Slate readers provide 10 tips on how to reduce your food waste.

Slate readers provide 10 tips on how to reduce your food waste.

Slate readers provide 10 tips on how to reduce your food waste.

Illuminating answers to environmental questions.
July 6 2010 11:03 AM

10 Tips To Reduce Your Food Waste

Slate readers offer their own suggestions for how to run an efficient kitchen.

Food waste. Click image to expand.
How can Americans cut down on food waste?

A few weeks ago, after serving up some sobering statistics about food waste in America, the Lantern put out a call for your best tips on how to avoid refrigerator rot. Nearly 200 of you responded, with some big suggestions (move to a place within walking distance of a grocery store) and small ones (grow your own herbs). Here are 10 key lessons that emerged from your letters and comments.

1. Create—and then stick to—a shopping list. Plan out your meals for the week (including snacks and side dishes) and then shop for just the ingredients you need—no more, no less. Be honest about your cooking and eating habits, though, or you'll still wind up with unused ingredients. Reader Heather Rhodes recommends a weekly menu that includes at least a few easy dishes (for nights when you're too tired to make something elaborate) and one meal that uses nonperishable pantry staples (so if you decide to order takeout one night, you don't have to worry about anything spoiling).

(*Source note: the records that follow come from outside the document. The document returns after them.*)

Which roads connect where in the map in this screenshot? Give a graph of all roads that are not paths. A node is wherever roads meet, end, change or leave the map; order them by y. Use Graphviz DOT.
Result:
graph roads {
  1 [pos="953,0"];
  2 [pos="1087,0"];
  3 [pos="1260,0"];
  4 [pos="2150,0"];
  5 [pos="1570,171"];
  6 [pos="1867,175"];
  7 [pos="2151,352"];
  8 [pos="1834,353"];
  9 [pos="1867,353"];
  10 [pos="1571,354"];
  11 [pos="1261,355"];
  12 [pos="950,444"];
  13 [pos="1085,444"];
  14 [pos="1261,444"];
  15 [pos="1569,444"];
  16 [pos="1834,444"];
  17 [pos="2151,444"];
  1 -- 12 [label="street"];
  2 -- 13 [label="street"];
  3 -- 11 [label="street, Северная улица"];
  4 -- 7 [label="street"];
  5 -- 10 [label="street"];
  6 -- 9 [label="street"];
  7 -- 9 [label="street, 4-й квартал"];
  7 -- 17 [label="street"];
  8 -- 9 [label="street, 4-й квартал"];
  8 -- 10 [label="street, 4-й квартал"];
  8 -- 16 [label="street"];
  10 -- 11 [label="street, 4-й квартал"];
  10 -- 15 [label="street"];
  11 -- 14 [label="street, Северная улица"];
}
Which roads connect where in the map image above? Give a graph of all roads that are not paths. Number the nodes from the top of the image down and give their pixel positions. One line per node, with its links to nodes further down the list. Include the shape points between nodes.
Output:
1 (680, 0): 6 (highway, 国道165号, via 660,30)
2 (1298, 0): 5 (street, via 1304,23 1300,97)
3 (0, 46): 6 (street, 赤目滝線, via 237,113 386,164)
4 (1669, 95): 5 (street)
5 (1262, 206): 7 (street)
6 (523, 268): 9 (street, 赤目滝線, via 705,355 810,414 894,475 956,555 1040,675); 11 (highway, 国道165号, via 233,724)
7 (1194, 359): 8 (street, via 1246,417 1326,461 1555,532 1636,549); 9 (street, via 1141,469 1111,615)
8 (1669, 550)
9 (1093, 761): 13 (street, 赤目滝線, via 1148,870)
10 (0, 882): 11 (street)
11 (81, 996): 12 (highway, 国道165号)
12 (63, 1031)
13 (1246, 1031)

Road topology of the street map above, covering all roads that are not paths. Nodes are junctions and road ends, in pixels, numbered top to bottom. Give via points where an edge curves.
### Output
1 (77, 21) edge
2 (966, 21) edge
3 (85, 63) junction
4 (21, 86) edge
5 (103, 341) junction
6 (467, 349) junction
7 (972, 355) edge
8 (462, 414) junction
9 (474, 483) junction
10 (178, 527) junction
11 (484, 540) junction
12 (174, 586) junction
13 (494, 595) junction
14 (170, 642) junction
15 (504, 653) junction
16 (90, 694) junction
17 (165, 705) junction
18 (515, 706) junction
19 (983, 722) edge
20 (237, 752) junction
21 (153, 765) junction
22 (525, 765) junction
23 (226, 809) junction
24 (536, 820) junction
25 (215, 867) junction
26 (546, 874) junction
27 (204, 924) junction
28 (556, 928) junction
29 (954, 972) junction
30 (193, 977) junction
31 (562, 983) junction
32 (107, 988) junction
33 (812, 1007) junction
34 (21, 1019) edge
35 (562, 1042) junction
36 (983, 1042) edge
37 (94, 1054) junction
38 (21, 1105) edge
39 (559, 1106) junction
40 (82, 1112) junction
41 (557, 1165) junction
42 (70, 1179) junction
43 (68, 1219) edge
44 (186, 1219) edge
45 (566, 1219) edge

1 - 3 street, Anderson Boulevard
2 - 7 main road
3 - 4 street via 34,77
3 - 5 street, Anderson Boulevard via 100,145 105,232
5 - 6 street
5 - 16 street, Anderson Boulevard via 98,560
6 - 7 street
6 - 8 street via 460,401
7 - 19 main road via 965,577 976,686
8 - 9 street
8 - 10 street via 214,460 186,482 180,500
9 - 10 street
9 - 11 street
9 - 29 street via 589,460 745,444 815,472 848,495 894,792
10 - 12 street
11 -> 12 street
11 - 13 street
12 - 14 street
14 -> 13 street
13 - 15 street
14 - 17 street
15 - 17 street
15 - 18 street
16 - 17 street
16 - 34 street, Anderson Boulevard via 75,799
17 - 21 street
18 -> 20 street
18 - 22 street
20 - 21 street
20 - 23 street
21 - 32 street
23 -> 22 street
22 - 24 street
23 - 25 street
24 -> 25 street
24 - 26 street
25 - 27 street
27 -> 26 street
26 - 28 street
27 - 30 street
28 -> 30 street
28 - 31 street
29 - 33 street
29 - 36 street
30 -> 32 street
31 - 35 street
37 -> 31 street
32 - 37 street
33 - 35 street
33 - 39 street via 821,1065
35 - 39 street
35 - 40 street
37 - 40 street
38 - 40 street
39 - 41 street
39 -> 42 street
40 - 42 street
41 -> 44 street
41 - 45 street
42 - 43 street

2. Shop a few times a week. If you lack the discipline to plan your meals seven days in advance, do as the Europeans do and opt for small, frequent purchases. Check to see what you have at home that's in danger of going bad, then shop for ingredients so you can make use of those items. If you've got pork chops in your fridge that are about to turn ugly and half a bag of rice in your pantry, maybe all you need is a vegetable for the side. If you have to drive to your grocery store, shop on the way home from work or while running other errands so you don't increase your road miles too much.

3. Stick to a single cuisine, to maximize efficiency. "I used to cook Indian on Monday, Thai on Tuesday, Italian on a Wednesday," says reader Jennifer Coogan. That would leave her with a fridge full of disparate foods—many of which would go bad before she had cause to use them again. Now she'll designate a "Chinese week" and wait until she's finished all the bok choy, tofu, and guilin sauce in the kitchen before she allows herself to buy Mediterranean ingredients.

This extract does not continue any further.